Records from a dataset:
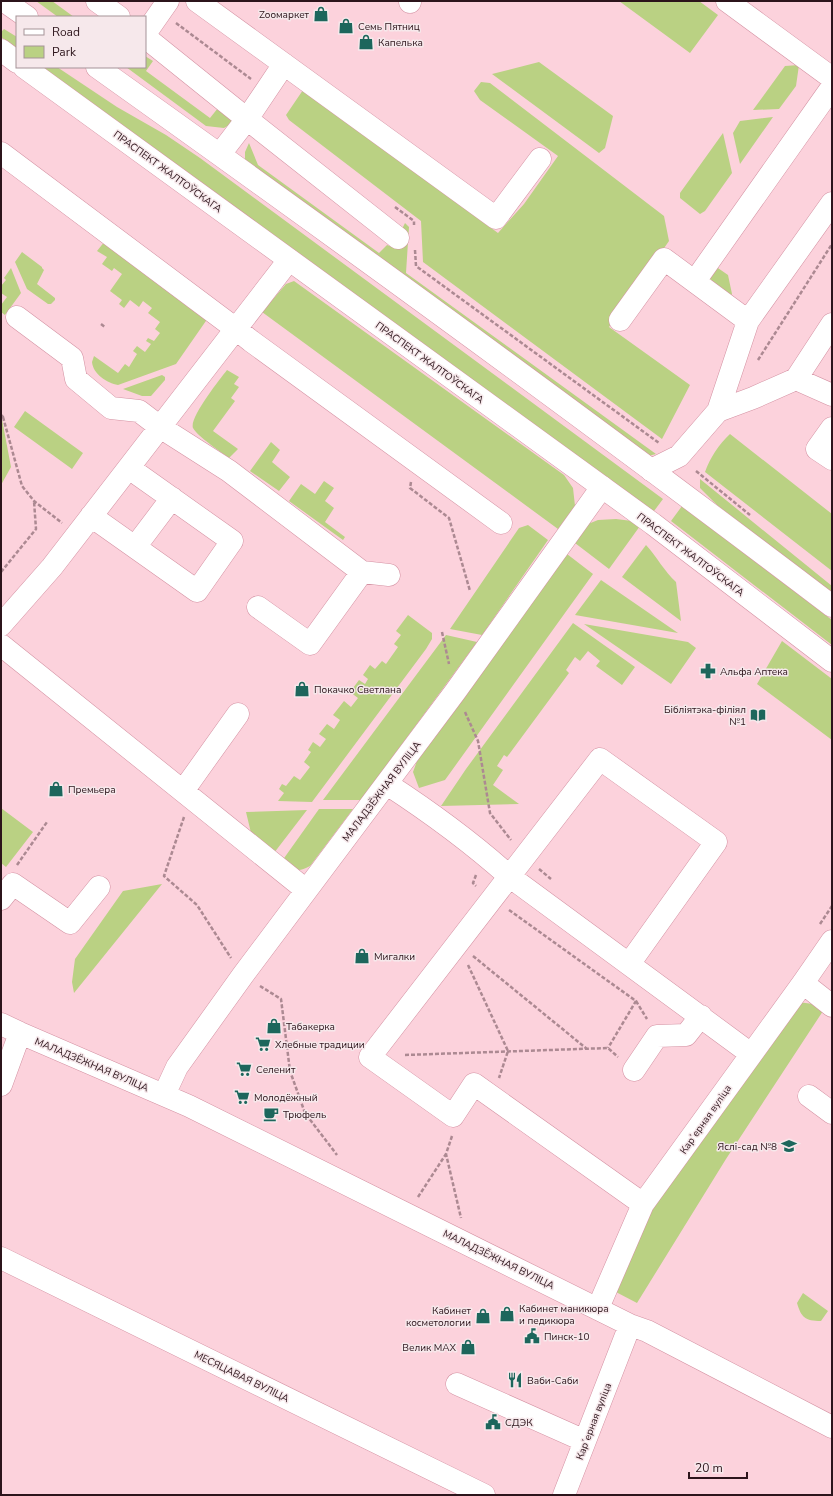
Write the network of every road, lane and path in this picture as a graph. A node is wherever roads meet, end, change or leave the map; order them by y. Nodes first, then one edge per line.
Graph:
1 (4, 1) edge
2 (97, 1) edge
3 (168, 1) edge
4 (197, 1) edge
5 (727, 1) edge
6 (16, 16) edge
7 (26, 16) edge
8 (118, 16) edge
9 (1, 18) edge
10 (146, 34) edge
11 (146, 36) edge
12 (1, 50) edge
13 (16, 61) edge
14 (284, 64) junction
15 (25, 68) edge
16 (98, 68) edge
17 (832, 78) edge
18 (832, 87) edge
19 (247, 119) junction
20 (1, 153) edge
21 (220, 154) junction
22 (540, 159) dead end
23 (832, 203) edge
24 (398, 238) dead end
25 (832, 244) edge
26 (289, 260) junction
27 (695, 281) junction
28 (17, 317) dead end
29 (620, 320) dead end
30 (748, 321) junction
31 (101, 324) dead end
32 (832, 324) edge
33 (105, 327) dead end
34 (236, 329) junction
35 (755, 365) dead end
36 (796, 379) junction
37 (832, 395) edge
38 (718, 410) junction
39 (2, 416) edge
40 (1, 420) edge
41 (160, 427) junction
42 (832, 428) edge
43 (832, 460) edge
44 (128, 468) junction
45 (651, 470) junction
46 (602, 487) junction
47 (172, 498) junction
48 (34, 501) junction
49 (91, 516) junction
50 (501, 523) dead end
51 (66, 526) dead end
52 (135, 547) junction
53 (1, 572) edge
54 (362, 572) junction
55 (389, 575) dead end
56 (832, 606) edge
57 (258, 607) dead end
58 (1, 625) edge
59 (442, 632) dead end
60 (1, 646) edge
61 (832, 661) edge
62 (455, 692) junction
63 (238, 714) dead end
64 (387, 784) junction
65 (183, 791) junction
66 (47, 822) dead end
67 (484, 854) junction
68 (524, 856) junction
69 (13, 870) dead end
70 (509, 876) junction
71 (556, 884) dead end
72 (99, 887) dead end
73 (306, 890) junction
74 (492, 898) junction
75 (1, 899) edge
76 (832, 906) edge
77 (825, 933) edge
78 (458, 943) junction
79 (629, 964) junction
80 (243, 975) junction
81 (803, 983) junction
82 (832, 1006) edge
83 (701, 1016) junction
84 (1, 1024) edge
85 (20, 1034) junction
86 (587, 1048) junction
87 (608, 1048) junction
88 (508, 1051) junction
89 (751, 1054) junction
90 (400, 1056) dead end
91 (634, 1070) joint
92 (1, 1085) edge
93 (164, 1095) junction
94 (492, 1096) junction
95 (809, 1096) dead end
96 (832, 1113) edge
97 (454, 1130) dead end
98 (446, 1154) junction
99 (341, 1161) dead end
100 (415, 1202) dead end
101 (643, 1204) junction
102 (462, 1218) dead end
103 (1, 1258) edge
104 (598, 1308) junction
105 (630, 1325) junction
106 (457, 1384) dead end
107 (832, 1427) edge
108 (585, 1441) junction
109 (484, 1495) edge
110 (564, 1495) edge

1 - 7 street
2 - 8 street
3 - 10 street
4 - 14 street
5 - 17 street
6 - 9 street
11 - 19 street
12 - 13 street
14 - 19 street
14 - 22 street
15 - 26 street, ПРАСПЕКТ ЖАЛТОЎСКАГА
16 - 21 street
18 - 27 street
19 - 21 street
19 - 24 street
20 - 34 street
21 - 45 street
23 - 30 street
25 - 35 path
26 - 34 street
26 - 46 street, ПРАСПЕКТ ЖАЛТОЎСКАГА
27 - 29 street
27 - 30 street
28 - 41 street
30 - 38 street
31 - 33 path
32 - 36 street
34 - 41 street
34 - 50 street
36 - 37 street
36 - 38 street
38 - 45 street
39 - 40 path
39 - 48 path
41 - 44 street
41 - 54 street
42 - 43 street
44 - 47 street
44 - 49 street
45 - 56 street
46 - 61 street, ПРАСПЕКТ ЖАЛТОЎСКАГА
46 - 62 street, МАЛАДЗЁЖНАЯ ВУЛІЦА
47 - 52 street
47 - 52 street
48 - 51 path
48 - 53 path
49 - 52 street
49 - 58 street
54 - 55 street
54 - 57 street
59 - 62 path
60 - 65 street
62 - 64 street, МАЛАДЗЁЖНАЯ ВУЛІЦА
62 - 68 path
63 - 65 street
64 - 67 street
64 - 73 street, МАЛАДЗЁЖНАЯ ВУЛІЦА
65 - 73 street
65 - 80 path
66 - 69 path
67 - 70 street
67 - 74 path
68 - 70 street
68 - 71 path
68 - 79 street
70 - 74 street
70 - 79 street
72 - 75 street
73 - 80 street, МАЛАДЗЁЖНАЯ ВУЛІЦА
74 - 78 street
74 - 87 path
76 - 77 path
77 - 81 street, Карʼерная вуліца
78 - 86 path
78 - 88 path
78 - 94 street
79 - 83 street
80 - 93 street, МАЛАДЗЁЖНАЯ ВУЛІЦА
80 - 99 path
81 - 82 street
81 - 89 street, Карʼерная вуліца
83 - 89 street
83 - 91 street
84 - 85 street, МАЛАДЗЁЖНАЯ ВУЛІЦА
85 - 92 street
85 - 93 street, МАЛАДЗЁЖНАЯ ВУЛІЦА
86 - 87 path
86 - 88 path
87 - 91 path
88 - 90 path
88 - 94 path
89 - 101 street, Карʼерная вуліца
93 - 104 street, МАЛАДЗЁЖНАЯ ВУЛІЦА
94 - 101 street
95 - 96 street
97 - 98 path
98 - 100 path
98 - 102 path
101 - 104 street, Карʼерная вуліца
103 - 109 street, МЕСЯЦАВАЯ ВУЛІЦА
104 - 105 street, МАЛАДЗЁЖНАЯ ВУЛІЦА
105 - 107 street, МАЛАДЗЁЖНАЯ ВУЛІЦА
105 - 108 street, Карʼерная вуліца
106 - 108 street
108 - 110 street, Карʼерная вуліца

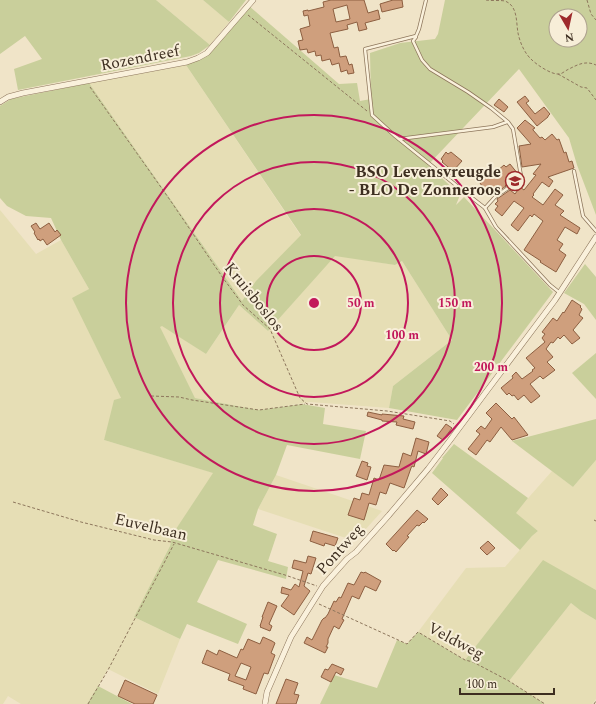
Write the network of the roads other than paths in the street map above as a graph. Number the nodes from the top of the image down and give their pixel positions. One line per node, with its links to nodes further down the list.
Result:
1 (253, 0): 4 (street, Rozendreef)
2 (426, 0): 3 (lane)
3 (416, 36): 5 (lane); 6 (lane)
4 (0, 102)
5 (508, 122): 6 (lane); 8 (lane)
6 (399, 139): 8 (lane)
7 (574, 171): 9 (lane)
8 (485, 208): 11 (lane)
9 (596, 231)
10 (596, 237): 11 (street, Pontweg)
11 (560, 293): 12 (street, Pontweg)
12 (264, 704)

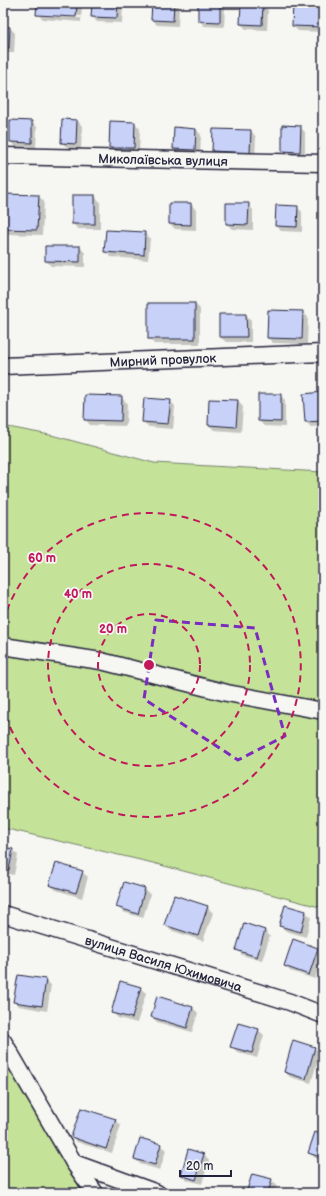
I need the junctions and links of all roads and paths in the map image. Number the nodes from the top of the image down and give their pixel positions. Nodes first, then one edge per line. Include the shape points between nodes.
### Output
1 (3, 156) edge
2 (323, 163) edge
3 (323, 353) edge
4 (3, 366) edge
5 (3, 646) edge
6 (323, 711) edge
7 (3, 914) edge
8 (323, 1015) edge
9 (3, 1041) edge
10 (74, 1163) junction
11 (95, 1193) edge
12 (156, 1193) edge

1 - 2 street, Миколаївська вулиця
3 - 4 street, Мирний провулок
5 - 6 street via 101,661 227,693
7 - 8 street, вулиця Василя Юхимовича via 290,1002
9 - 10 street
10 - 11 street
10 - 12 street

> Your instructions:
Every line above goes into the copy unchanged; the pictures do not.

> Response to the exercise:
Write the network of every road, lane and path in this picture as a graph. A node is wherever roads meet, end, change or leave the map; order them by y. Nodes first, then one edge per line.
Graph:
1 (4, 1) edge
2 (97, 1) edge
3 (168, 1) edge
4 (197, 1) edge
5 (727, 1) edge
6 (16, 16) edge
7 (26, 16) edge
8 (118, 16) edge
9 (1, 18) edge
10 (146, 34) edge
11 (146, 36) edge
12 (1, 50) edge
13 (16, 61) edge
14 (284, 64) junction
15 (25, 68) edge
16 (98, 68) edge
17 (832, 78) edge
18 (832, 87) edge
19 (247, 119) junction
20 (1, 153) edge
21 (220, 154) junction
22 (540, 159) dead end
23 (832, 203) edge
24 (398, 238) dead end
25 (832, 244) edge
26 (289, 260) junction
27 (695, 281) junction
28 (17, 317) dead end
29 (620, 320) dead end
30 (748, 321) junction
31 (101, 324) dead end
32 (832, 324) edge
33 (105, 327) dead end
34 (236, 329) junction
35 (755, 365) dead end
36 (796, 379) junction
37 (832, 395) edge
38 (718, 410) junction
39 (2, 416) edge
40 (1, 420) edge
41 (160, 427) junction
42 (832, 428) edge
43 (832, 460) edge
44 (128, 468) junction
45 (651, 470) junction
46 (602, 487) junction
47 (172, 498) junction
48 (34, 501) junction
49 (91, 516) junction
50 (501, 523) dead end
51 (66, 526) dead end
52 (135, 547) junction
53 (1, 572) edge
54 (362, 572) junction
55 (389, 575) dead end
56 (832, 606) edge
57 (258, 607) dead end
58 (1, 625) edge
59 (442, 632) dead end
60 (1, 646) edge
61 (832, 661) edge
62 (455, 692) junction
63 (238, 714) dead end
64 (387, 784) junction
65 (183, 791) junction
66 (47, 822) dead end
67 (484, 854) junction
68 (524, 856) junction
69 (13, 870) dead end
70 (509, 876) junction
71 (556, 884) dead end
72 (99, 887) dead end
73 (306, 890) junction
74 (492, 898) junction
75 (1, 899) edge
76 (832, 906) edge
77 (825, 933) edge
78 (458, 943) junction
79 (629, 964) junction
80 (243, 975) junction
81 (803, 983) junction
82 (832, 1006) edge
83 (701, 1016) junction
84 (1, 1024) edge
85 (20, 1034) junction
86 (587, 1048) junction
87 (608, 1048) junction
88 (508, 1051) junction
89 (751, 1054) junction
90 (400, 1056) dead end
91 (634, 1070) joint
92 (1, 1085) edge
93 (164, 1095) junction
94 (492, 1096) junction
95 (809, 1096) dead end
96 (832, 1113) edge
97 (454, 1130) dead end
98 (446, 1154) junction
99 (341, 1161) dead end
100 (415, 1202) dead end
101 (643, 1204) junction
102 (462, 1218) dead end
103 (1, 1258) edge
104 (598, 1308) junction
105 (630, 1325) junction
106 (457, 1384) dead end
107 (832, 1427) edge
108 (585, 1441) junction
109 (484, 1495) edge
110 (564, 1495) edge

1 - 7 street
2 - 8 street
3 - 10 street
4 - 14 street
5 - 17 street
6 - 9 street
11 - 19 street
12 - 13 street
14 - 19 street
14 - 22 street
15 - 26 street, ПРАСПЕКТ ЖАЛТОЎСКАГА
16 - 21 street
18 - 27 street
19 - 21 street
19 - 24 street
20 - 34 street
21 - 45 street
23 - 30 street
25 - 35 path
26 - 34 street
26 - 46 street, ПРАСПЕКТ ЖАЛТОЎСКАГА
27 - 29 street
27 - 30 street
28 - 41 street
30 - 38 street
31 - 33 path
32 - 36 street
34 - 41 street
34 - 50 street
36 - 37 street
36 - 38 street
38 - 45 street
39 - 40 path
39 - 48 path
41 - 44 street
41 - 54 street
42 - 43 street
44 - 47 street
44 - 49 street
45 - 56 street
46 - 61 street, ПРАСПЕКТ ЖАЛТОЎСКАГА
46 - 62 street, МАЛАДЗЁЖНАЯ ВУЛІЦА
47 - 52 street
47 - 52 street
48 - 51 path
48 - 53 path
49 - 52 street
49 - 58 street
54 - 55 street
54 - 57 street
59 - 62 path
60 - 65 street
62 - 64 street, МАЛАДЗЁЖНАЯ ВУЛІЦА
62 - 68 path
63 - 65 street
64 - 67 street
64 - 73 street, МАЛАДЗЁЖНАЯ ВУЛІЦА
65 - 73 street
65 - 80 path
66 - 69 path
67 - 70 street
67 - 74 path
68 - 70 street
68 - 71 path
68 - 79 street
70 - 74 street
70 - 79 street
72 - 75 street
73 - 80 street, МАЛАДЗЁЖНАЯ ВУЛІЦА
74 - 78 street
74 - 87 path
76 - 77 path
77 - 81 street, Карʼерная вуліца
78 - 86 path
78 - 88 path
78 - 94 street
79 - 83 street
80 - 93 street, МАЛАДЗЁЖНАЯ ВУЛІЦА
80 - 99 path
81 - 82 street
81 - 89 street, Карʼерная вуліца
83 - 89 street
83 - 91 street
84 - 85 street, МАЛАДЗЁЖНАЯ ВУЛІЦА
85 - 92 street
85 - 93 street, МАЛАДЗЁЖНАЯ ВУЛІЦА
86 - 87 path
86 - 88 path
87 - 91 path
88 - 90 path
88 - 94 path
89 - 101 street, Карʼерная вуліца
93 - 104 street, МАЛАДЗЁЖНАЯ ВУЛІЦА
94 - 101 street
95 - 96 street
97 - 98 path
98 - 100 path
98 - 102 path
101 - 104 street, Карʼерная вуліца
103 - 109 street, МЕСЯЦАВАЯ ВУЛІЦА
104 - 105 street, МАЛАДЗЁЖНАЯ ВУЛІЦА
105 - 107 street, МАЛАДЗЁЖНАЯ ВУЛІЦА
105 - 108 street, Карʼерная вуліца
106 - 108 street
108 - 110 street, Карʼерная вуліца

Write the network of the roads other than paths in the street map above as a graph. Number the nodes from the top of the image down and give their pixel positions. One line per node, with its links to nodes further down the list.
Result:
1 (253, 0): 4 (street, Rozendreef)
2 (426, 0): 3 (lane)
3 (416, 36): 5 (lane); 6 (lane)
4 (0, 102)
5 (508, 122): 6 (lane); 8 (lane)
6 (399, 139): 8 (lane)
7 (574, 171): 9 (lane)
8 (485, 208): 11 (lane)
9 (596, 231)
10 (596, 237): 11 (street, Pontweg)
11 (560, 293): 12 (street, Pontweg)
12 (264, 704)

I need the junctions and links of all roads and paths in the map image. Number the nodes from the top of the image down and give their pixel positions. Nodes first, then one edge per line. Include the shape points between nodes.
### Output
1 (3, 156) edge
2 (323, 163) edge
3 (323, 353) edge
4 (3, 366) edge
5 (3, 646) edge
6 (323, 711) edge
7 (3, 914) edge
8 (323, 1015) edge
9 (3, 1041) edge
10 (74, 1163) junction
11 (95, 1193) edge
12 (156, 1193) edge

1 - 2 street, Миколаївська вулиця
3 - 4 street, Мирний провулок
5 - 6 street via 101,661 227,693
7 - 8 street, вулиця Василя Юхимовича via 290,1002
9 - 10 street
10 - 11 street
10 - 12 street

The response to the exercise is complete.